▶ _WHAT IS REQUIRED_
Transcribe all of the entries below exactly. Leave out the pictures.

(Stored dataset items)
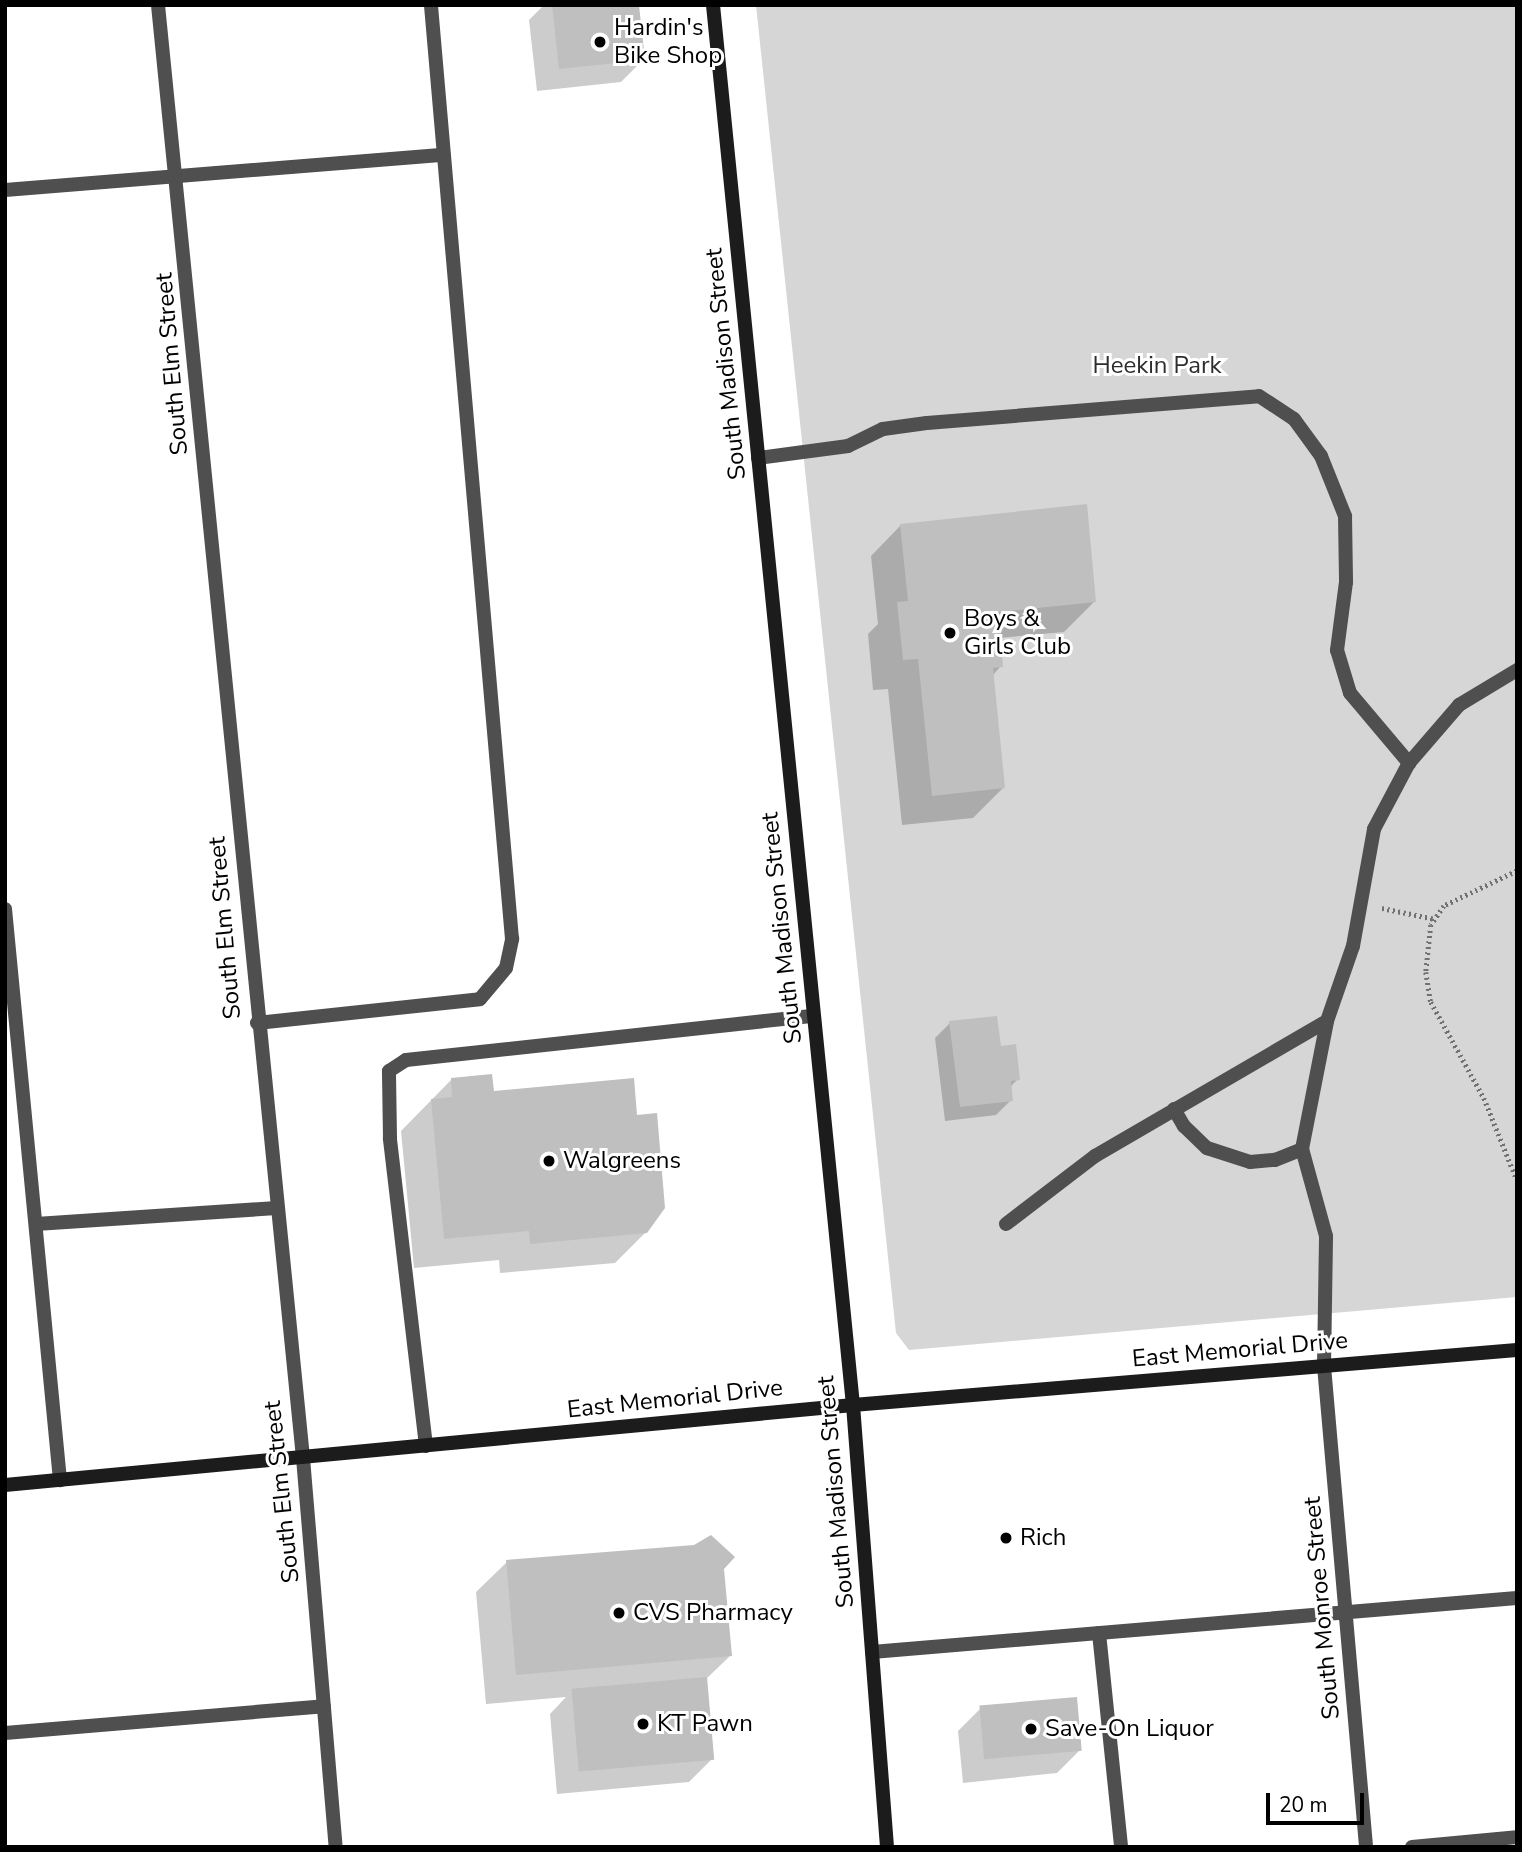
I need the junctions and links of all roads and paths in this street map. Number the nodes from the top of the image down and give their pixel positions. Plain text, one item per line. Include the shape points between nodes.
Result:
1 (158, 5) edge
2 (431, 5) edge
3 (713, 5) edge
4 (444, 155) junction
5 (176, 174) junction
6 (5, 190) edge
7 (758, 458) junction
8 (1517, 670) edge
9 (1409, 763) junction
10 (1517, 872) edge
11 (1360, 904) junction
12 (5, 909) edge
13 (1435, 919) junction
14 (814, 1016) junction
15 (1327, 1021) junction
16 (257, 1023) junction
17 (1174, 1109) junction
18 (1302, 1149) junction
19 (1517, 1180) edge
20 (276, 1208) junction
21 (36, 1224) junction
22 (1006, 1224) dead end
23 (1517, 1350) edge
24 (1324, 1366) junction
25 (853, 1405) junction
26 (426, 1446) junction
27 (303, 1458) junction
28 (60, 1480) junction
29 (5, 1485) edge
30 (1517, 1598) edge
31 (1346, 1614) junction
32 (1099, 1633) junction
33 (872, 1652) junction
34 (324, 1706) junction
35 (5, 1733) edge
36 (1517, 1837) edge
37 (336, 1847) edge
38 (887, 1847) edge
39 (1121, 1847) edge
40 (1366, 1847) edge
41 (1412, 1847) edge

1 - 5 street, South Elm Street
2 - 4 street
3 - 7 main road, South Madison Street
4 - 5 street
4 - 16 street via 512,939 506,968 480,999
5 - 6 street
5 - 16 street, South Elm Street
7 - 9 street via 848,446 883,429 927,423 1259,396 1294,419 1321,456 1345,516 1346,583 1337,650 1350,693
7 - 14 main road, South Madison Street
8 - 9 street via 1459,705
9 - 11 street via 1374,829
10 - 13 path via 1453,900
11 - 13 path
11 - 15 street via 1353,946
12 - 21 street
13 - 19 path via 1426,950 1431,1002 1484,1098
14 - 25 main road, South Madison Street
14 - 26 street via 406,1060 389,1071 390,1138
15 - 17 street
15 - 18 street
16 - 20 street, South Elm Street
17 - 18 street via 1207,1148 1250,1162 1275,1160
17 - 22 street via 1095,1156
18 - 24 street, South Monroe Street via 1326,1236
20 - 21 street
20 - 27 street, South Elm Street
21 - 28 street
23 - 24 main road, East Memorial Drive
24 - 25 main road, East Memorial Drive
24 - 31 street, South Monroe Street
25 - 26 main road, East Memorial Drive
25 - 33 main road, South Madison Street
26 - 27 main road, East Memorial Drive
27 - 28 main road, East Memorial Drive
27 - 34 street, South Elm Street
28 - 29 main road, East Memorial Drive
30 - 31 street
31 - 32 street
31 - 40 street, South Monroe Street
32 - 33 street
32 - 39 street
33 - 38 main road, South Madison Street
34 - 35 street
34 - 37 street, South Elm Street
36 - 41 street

▶ _ANSWER TO THIS TASK_
I need the junctions and links of all roads and paths in this street map. Number the nodes from the top of the image down and give their pixel positions. Plain text, one item per line. Include the shape points between nodes.
Result:
1 (158, 5) edge
2 (431, 5) edge
3 (713, 5) edge
4 (444, 155) junction
5 (176, 174) junction
6 (5, 190) edge
7 (758, 458) junction
8 (1517, 670) edge
9 (1409, 763) junction
10 (1517, 872) edge
11 (1360, 904) junction
12 (5, 909) edge
13 (1435, 919) junction
14 (814, 1016) junction
15 (1327, 1021) junction
16 (257, 1023) junction
17 (1174, 1109) junction
18 (1302, 1149) junction
19 (1517, 1180) edge
20 (276, 1208) junction
21 (36, 1224) junction
22 (1006, 1224) dead end
23 (1517, 1350) edge
24 (1324, 1366) junction
25 (853, 1405) junction
26 (426, 1446) junction
27 (303, 1458) junction
28 (60, 1480) junction
29 (5, 1485) edge
30 (1517, 1598) edge
31 (1346, 1614) junction
32 (1099, 1633) junction
33 (872, 1652) junction
34 (324, 1706) junction
35 (5, 1733) edge
36 (1517, 1837) edge
37 (336, 1847) edge
38 (887, 1847) edge
39 (1121, 1847) edge
40 (1366, 1847) edge
41 (1412, 1847) edge

1 - 5 street, South Elm Street
2 - 4 street
3 - 7 main road, South Madison Street
4 - 5 street
4 - 16 street via 512,939 506,968 480,999
5 - 6 street
5 - 16 street, South Elm Street
7 - 9 street via 848,446 883,429 927,423 1259,396 1294,419 1321,456 1345,516 1346,583 1337,650 1350,693
7 - 14 main road, South Madison Street
8 - 9 street via 1459,705
9 - 11 street via 1374,829
10 - 13 path via 1453,900
11 - 13 path
11 - 15 street via 1353,946
12 - 21 street
13 - 19 path via 1426,950 1431,1002 1484,1098
14 - 25 main road, South Madison Street
14 - 26 street via 406,1060 389,1071 390,1138
15 - 17 street
15 - 18 street
16 - 20 street, South Elm Street
17 - 18 street via 1207,1148 1250,1162 1275,1160
17 - 22 street via 1095,1156
18 - 24 street, South Monroe Street via 1326,1236
20 - 21 street
20 - 27 street, South Elm Street
21 - 28 street
23 - 24 main road, East Memorial Drive
24 - 25 main road, East Memorial Drive
24 - 31 street, South Monroe Street
25 - 26 main road, East Memorial Drive
25 - 33 main road, South Madison Street
26 - 27 main road, East Memorial Drive
27 - 28 main road, East Memorial Drive
27 - 34 street, South Elm Street
28 - 29 main road, East Memorial Drive
30 - 31 street
31 - 32 street
31 - 40 street, South Monroe Street
32 - 33 street
32 - 39 street
33 - 38 main road, South Madison Street
34 - 35 street
34 - 37 street, South Elm Street
36 - 41 street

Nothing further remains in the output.